Inverse confusion about floating point precision

[Tim Peters]

[Skip Montanaro]
> I understand why the repr() of float("95.895") is "95.894999999999996".
> What I don't understand is why if I multiply the best approximation to
> 95.895 that the machine has by 10000 I magically seem to get the lost
> precision back.  To wit:
>
>    % python
>    Python 2.3.4 (#12, Jul  2 2004, 09:48:10)
>    [GCC 3.3.2] on sunos5
>    Type "help", "copyright", "credits" or "license" for more information.
>    >>> 95.895
>    95.894999999999996
>    >>> 95.895 * 10000
>    958950.0
>
> Why isn't the last result "958949.99999999996"?

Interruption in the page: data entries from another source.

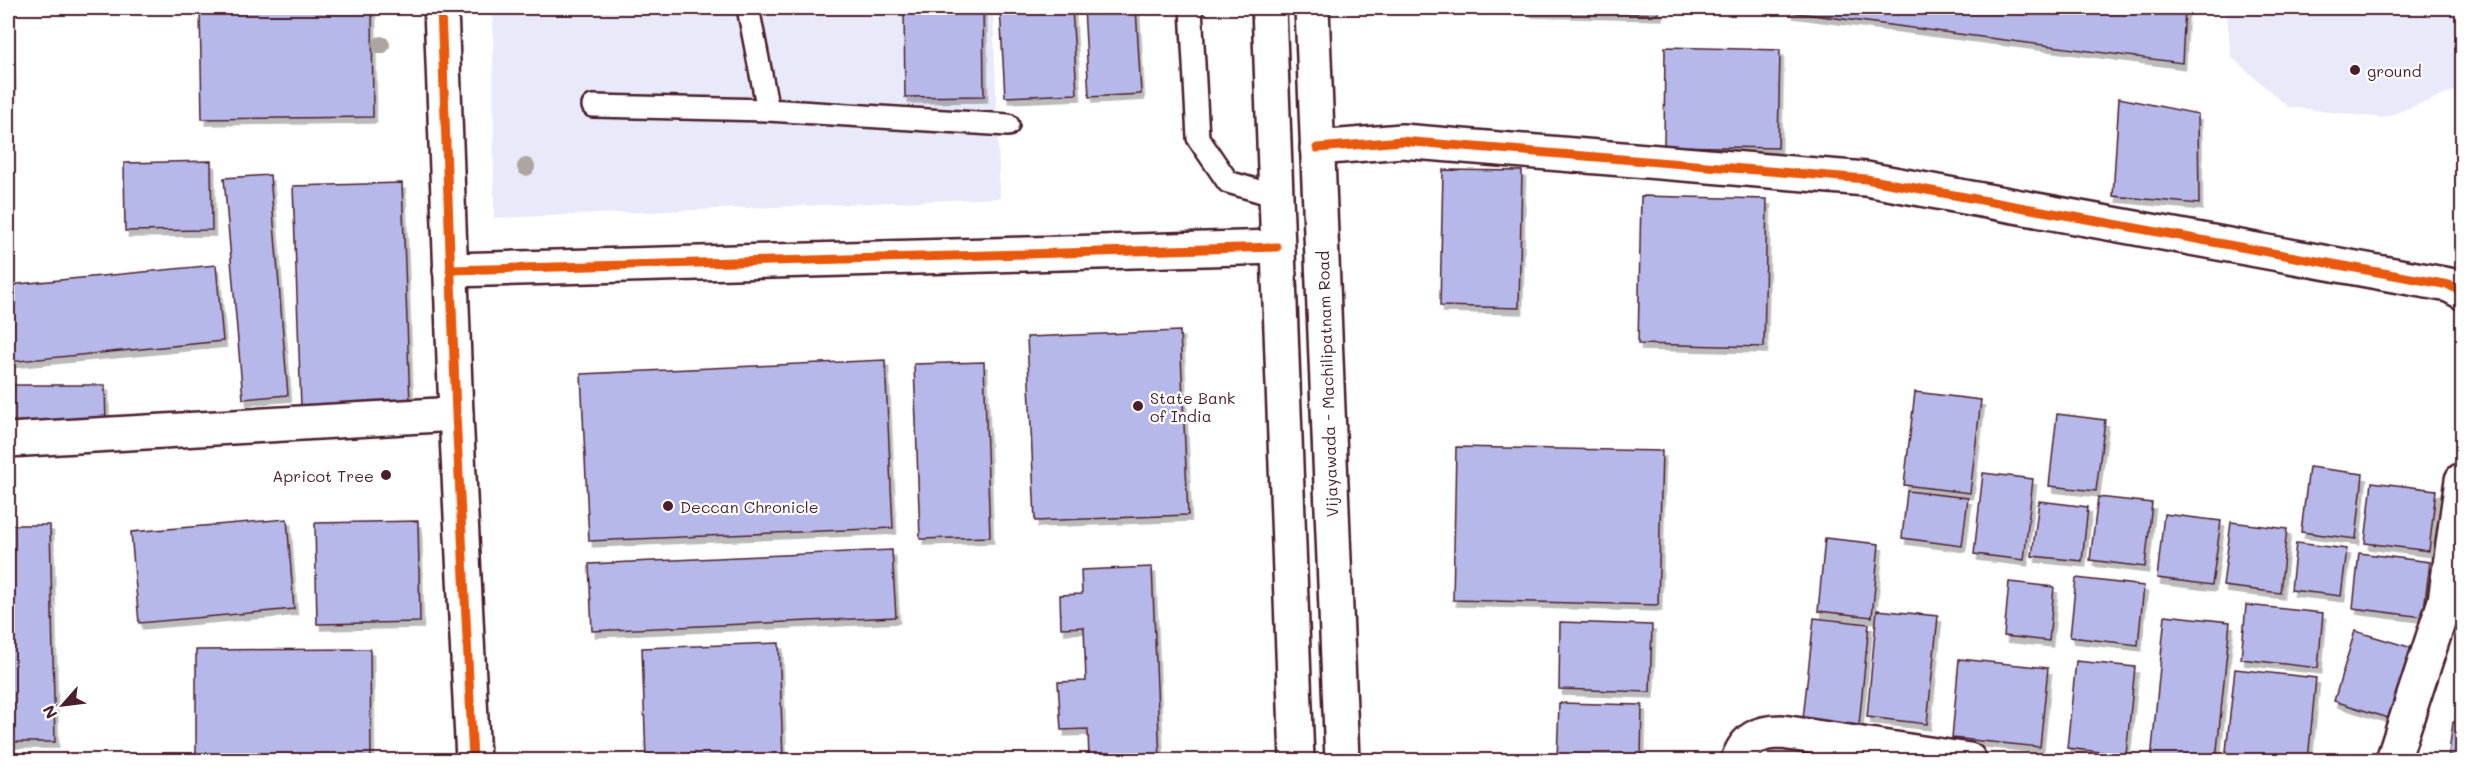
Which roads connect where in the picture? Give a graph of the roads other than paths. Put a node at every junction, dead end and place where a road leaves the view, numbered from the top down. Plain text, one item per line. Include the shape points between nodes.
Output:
1 (441, 8) edge
2 (748, 8) edge
3 (1191, 8) edge
4 (1269, 8) edge
5 (1312, 8) edge
6 (593, 106) dead end
7 (768, 110) junction
8 (1008, 125) dead end
9 (1317, 148) junction
10 (1276, 196) junction
11 (1277, 247) junction
12 (450, 270) junction
13 (2463, 292) edge
14 (456, 414) junction
15 (8, 440) edge
16 (2463, 480) edge
17 (2458, 537) edge
18 (1293, 652) junction
19 (1338, 654) junction
20 (473, 760) edge
21 (1297, 760) edge
22 (1342, 760) edge
23 (1738, 760) edge
24 (1969, 760) edge
25 (2393, 760) edge

1 - 12 main road
2 - 7 lane
3 - 10 lane via 1198,138 1227,182
4 - 10 main road
5 - 9 main road, Vijayawada - Machilipatnam Road
6 - 7 lane
7 - 8 lane
9 - 13 main road via 1402,141 1866,179 2449,285
9 - 19 main road, Vijayawada - Machilipatnam Road
10 - 11 main road
11 - 12 main road
11 - 18 main road
12 - 14 main road
14 - 15 main road
14 - 20 main road
16 - 17 main road
17 - 25 main road via 2445,601
18 - 19 main road
18 - 21 main road
19 - 22 main road, Vijayawada - Machilipatnam Road
23 - 24 main road via 1751,739 1765,732

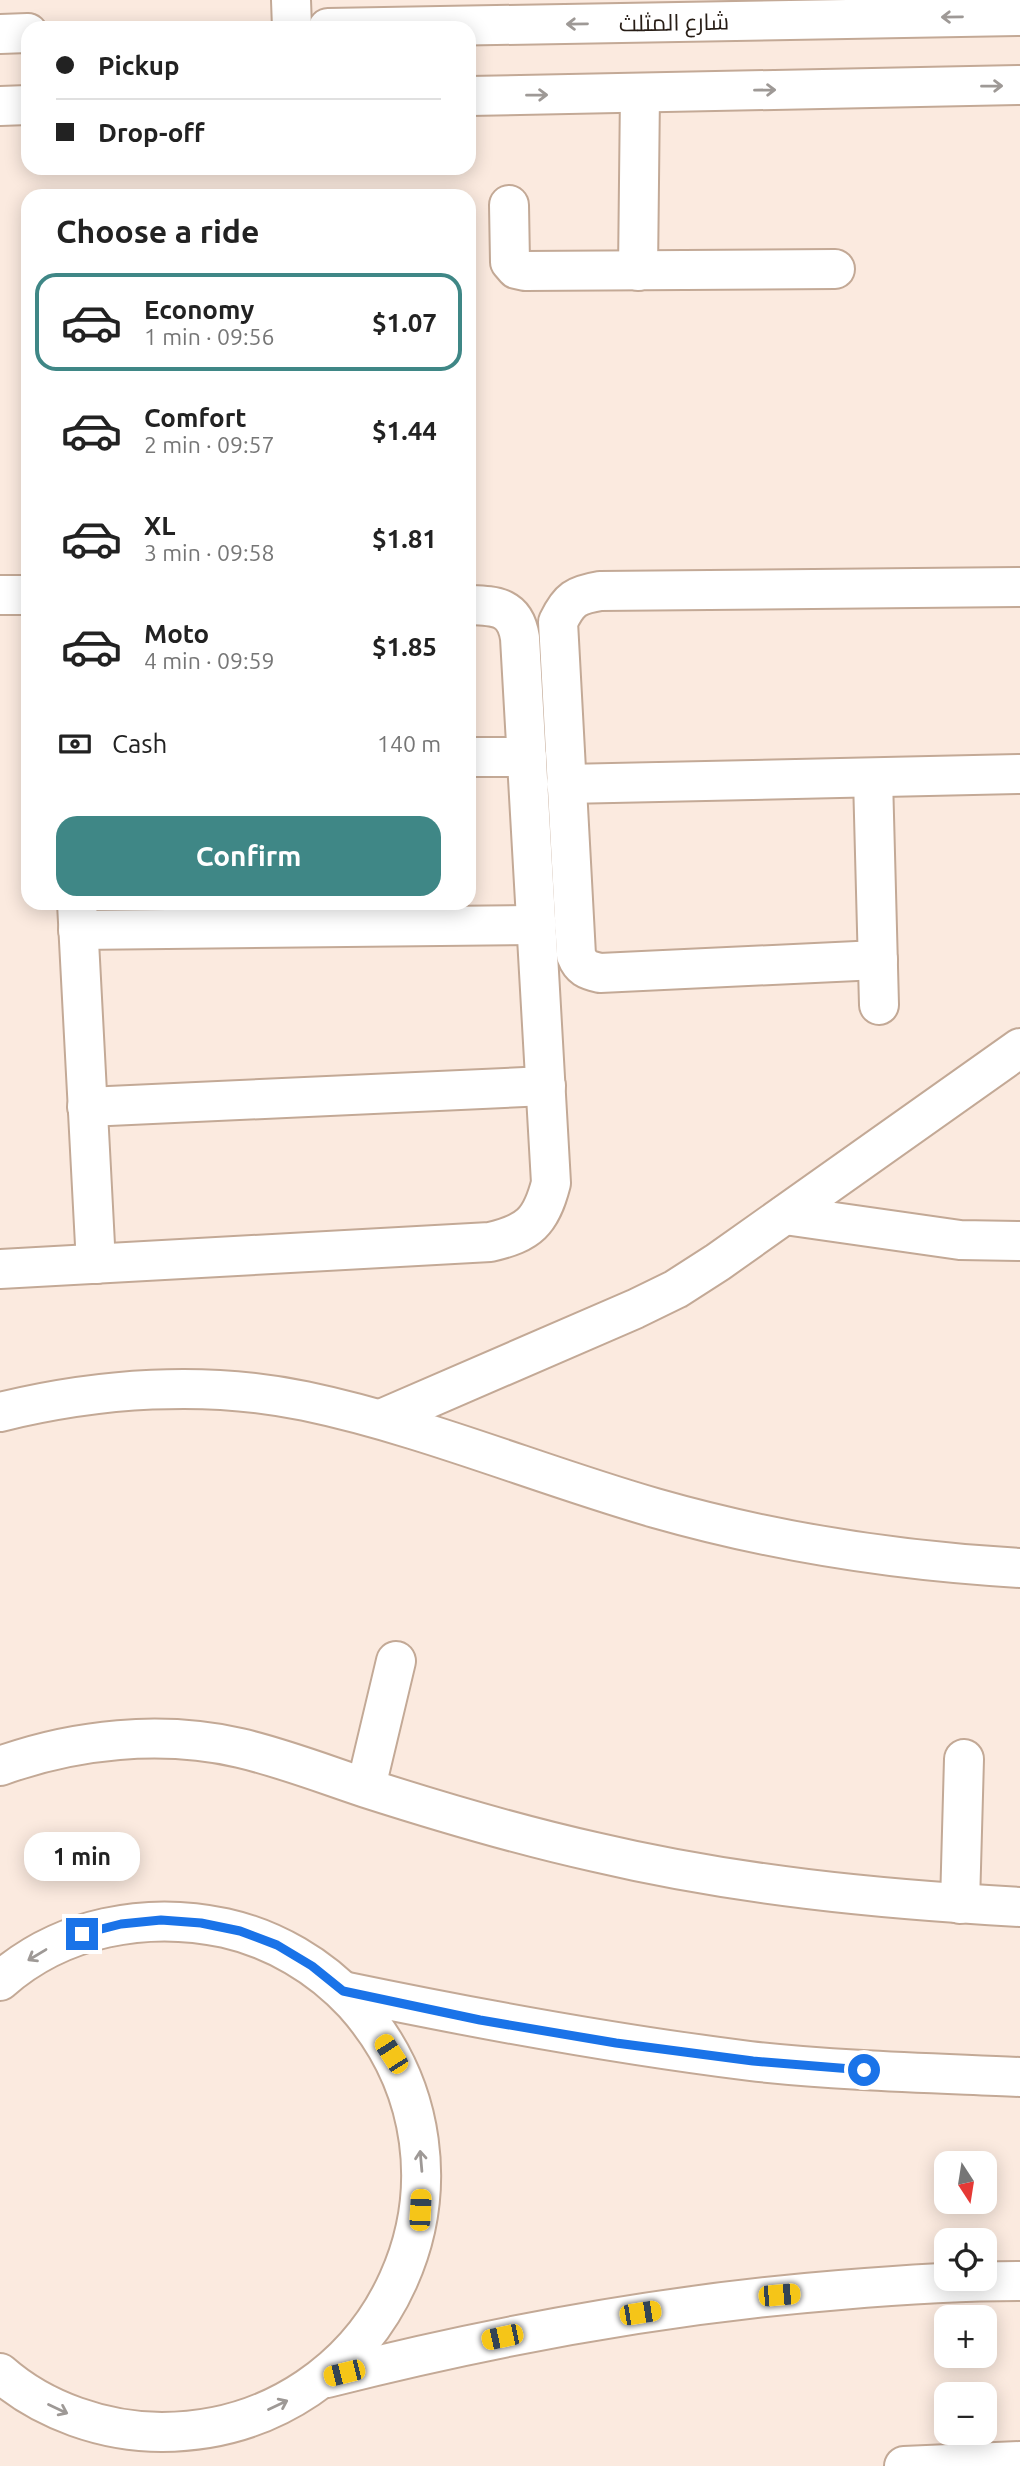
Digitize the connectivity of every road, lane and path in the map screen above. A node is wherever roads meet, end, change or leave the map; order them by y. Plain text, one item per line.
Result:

Because it's *still* not decimal arithmetic.  You have 53 significant
bits in the approximation to 95.895, and "958949.99999999996" is
itself a decimal approximation to the exact binary value stored (read
the Tutorial appendix on fp issues for more on that).

There are 14 significant bits in 10000.  The product thus has 53+14 =
67, or 53+14-1 = 66, significant bits, and has to be rounded to fit
back into 53 significant bits.  None of that happens in base 10.

> IOW, how'd I get back the lost bits?

It happened to round up.  Here's a simpler example, where it happens
to round down instead:

>>> .1
0.10000000000000001
>>> .1 * 10
1.0